The Better Business Bureau says romance scams are examples of organized crime and they've scammed 1 million Americans in the last 3 years for more than $1 billion.
The BBB of Nebraska, South Dakota, The Kansas Plains, Southwest Iowa wants people to know that online criminals are targeting people older than age of 50 looking for relationships. They meet victims on dating websites and apps, talk to them on the phone, and make up elaborate stories about being from the U.S. but working overseas. Once they've gained trust, the BBB says they ask for money for flights, or because a family member's been in a bad accident.
Locally, some have been taken for hundreds of thousands of dollars including a Lincoln woman who was scammed for $400,000.
"I think first of all if you're getting regular correspondence by email from a person that has contacted you through a dating site grab a paragraph of their dialogue and Google it, see if that comes up other places. You might find that the same exact words are being spoken by 50 different people on 50 different sites," said Jim Hegarty, CEO of the regional BBB. "I think the other big red flag is that you're never able to meet with them, there's always a reason or excuse that you can't meet. And never under any circumstances under any circumstances wire money, send money to anybody that you haven't met."
A woman we'll call "Mary" to protect her identity says her nightmare started with a "wink" on Match.com. Mary says the man said he was working on a project in Africa so they talked on the phone. Three months into the relationship, he asked Mary for money for airfare, tax payments, and help when his daughter was in an accident.

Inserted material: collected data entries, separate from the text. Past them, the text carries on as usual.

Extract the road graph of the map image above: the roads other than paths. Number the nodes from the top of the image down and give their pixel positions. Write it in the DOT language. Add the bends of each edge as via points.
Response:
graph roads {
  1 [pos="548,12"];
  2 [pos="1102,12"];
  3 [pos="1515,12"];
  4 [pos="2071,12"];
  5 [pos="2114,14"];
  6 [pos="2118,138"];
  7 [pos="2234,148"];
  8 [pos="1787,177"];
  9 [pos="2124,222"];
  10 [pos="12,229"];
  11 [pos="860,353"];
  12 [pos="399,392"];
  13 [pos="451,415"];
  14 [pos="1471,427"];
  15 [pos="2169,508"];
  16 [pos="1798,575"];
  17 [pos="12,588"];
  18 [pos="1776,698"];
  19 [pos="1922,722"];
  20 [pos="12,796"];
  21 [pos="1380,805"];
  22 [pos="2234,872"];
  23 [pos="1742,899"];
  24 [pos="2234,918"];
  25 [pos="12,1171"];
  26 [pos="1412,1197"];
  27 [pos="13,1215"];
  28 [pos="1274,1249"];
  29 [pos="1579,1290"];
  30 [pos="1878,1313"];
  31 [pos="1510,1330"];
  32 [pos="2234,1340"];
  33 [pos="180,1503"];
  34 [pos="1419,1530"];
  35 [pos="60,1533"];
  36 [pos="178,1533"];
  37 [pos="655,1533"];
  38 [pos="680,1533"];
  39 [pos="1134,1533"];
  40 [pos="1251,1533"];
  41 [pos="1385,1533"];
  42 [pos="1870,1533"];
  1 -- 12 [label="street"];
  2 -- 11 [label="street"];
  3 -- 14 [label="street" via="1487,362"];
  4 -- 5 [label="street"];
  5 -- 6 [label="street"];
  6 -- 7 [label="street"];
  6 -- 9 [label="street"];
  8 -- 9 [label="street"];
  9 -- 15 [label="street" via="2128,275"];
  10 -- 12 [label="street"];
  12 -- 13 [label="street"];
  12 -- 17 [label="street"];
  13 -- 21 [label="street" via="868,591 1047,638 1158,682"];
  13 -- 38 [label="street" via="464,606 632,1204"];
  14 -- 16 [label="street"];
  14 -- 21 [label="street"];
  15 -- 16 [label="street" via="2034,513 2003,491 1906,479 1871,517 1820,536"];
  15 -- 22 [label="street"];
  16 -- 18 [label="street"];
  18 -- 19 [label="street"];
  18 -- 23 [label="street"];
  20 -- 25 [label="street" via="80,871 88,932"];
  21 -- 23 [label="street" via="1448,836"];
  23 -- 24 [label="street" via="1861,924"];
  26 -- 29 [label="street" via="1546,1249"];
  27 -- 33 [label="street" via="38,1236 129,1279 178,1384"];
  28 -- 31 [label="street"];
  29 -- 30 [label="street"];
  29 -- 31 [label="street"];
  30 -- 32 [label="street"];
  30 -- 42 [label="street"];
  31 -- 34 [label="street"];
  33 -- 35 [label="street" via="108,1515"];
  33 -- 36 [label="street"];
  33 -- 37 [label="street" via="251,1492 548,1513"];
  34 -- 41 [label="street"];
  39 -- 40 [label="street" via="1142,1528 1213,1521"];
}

In total, Mary sent him $175,000 before she figured out she was being scammed and he was never coming to meet her.
"At first, I was devastated, and my heart just sunk," Mary said. "How could I allow this to happen to myself? Because it has put me into a financial burden, and I shouldn't be having those problems at my age."
The BBB says of the 1 million people taken in the last three years, 70 percent of them are people age 50 and older.
Authorities say it's hard to prosecute the criminals because there isn't usually cooperation with the foreign government where they live.
Here are some tips from the BBB:
- Protect your identity and wallet because scammers prefer prepaid cards and money transfers.
- Think before going from public to private. Be hesitant of the conversation moves from a more public website to a more private form of email or instant messaging.
- Do your research by pouring over the profile image and description. If it sounds too good ot be true, verify it.
- Ask for details and get specifics.
- Be wary of bad grammar and misspelled words.